#### What to work on
Nothing but the lines holding the string "Zhonghua" should appear in the answer. Copy them from the entries.

#### Data for this task
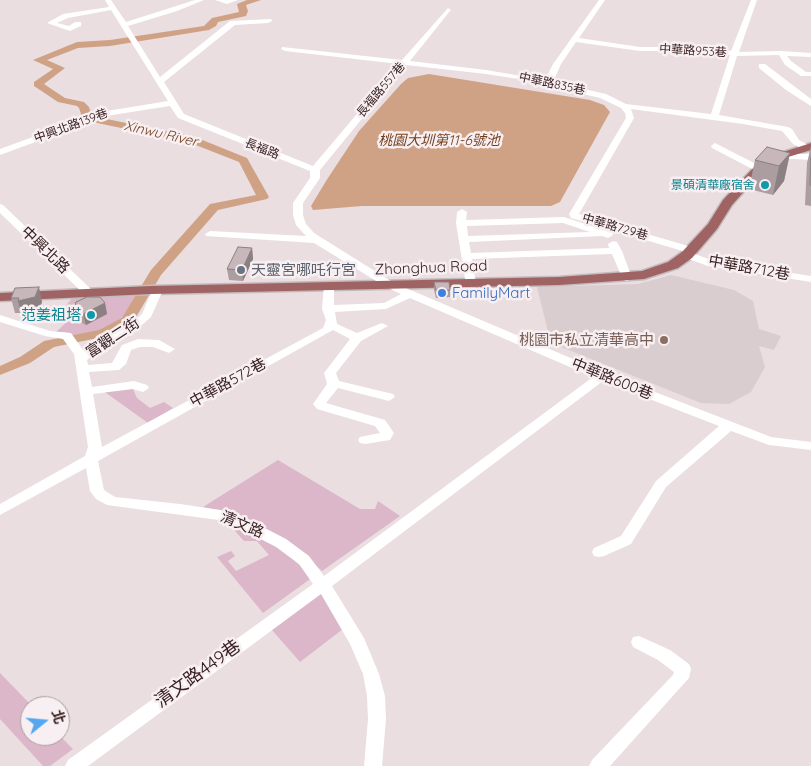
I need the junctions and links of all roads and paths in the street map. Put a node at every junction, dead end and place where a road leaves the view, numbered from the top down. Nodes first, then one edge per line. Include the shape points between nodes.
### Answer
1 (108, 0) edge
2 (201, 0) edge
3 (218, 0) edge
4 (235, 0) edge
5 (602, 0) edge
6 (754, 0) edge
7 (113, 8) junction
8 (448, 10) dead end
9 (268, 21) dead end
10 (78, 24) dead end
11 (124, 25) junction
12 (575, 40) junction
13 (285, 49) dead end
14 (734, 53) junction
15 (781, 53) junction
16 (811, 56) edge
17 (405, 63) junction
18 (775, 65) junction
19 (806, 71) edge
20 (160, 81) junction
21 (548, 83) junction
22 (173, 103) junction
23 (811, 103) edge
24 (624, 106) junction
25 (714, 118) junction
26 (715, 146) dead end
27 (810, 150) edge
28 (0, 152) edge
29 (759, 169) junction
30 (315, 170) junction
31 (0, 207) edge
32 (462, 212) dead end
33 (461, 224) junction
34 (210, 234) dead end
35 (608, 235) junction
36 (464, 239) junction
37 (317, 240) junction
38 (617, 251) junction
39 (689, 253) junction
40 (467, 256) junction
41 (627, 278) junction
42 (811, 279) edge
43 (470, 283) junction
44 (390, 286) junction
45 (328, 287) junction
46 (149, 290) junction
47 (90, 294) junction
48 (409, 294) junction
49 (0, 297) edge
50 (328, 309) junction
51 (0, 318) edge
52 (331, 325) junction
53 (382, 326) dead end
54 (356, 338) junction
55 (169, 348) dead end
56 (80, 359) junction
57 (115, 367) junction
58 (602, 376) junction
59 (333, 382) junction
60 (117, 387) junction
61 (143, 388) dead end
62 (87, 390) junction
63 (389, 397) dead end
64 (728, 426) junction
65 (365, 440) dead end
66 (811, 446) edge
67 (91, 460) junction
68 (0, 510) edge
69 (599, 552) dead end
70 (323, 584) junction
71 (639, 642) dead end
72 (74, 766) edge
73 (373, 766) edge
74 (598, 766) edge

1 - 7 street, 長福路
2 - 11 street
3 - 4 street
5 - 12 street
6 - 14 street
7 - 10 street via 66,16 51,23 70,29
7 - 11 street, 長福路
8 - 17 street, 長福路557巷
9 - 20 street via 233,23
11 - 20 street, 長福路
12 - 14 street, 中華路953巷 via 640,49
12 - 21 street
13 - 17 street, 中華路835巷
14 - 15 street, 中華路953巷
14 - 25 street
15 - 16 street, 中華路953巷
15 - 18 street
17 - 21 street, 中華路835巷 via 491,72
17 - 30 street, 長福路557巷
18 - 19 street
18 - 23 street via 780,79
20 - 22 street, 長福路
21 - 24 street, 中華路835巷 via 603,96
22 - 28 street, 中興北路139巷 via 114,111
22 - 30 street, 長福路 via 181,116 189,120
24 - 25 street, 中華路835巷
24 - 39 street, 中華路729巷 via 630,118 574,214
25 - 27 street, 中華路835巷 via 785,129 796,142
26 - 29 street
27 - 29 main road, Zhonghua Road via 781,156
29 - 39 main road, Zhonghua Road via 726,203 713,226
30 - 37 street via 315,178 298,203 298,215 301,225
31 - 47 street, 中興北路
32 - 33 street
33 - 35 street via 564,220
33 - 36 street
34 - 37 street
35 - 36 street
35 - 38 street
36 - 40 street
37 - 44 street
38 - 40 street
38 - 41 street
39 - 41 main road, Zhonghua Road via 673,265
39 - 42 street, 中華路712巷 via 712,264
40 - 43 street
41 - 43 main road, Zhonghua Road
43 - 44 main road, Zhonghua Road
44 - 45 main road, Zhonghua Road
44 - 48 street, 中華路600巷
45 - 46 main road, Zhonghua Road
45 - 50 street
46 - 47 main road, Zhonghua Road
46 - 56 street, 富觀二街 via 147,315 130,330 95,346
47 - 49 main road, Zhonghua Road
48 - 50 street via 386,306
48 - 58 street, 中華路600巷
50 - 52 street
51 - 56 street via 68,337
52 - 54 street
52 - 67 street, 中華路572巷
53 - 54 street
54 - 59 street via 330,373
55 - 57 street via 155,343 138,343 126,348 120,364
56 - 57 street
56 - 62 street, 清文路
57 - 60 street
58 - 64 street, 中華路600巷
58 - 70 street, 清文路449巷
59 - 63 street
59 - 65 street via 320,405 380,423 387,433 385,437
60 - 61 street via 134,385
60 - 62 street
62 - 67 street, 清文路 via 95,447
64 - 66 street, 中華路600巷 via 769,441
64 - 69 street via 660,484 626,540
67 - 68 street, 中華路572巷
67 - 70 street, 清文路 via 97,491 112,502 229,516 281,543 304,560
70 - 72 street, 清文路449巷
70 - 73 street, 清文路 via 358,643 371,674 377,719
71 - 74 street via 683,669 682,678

#### Answer below
27 - 29 main road, Zhonghua Road via 781,156
29 - 39 main road, Zhonghua Road via 726,203 713,226
39 - 41 main road, Zhonghua Road via 673,265
41 - 43 main road, Zhonghua Road
43 - 44 main road, Zhonghua Road
44 - 45 main road, Zhonghua Road
45 - 46 main road, Zhonghua Road
46 - 47 main road, Zhonghua Road
47 - 49 main road, Zhonghua Road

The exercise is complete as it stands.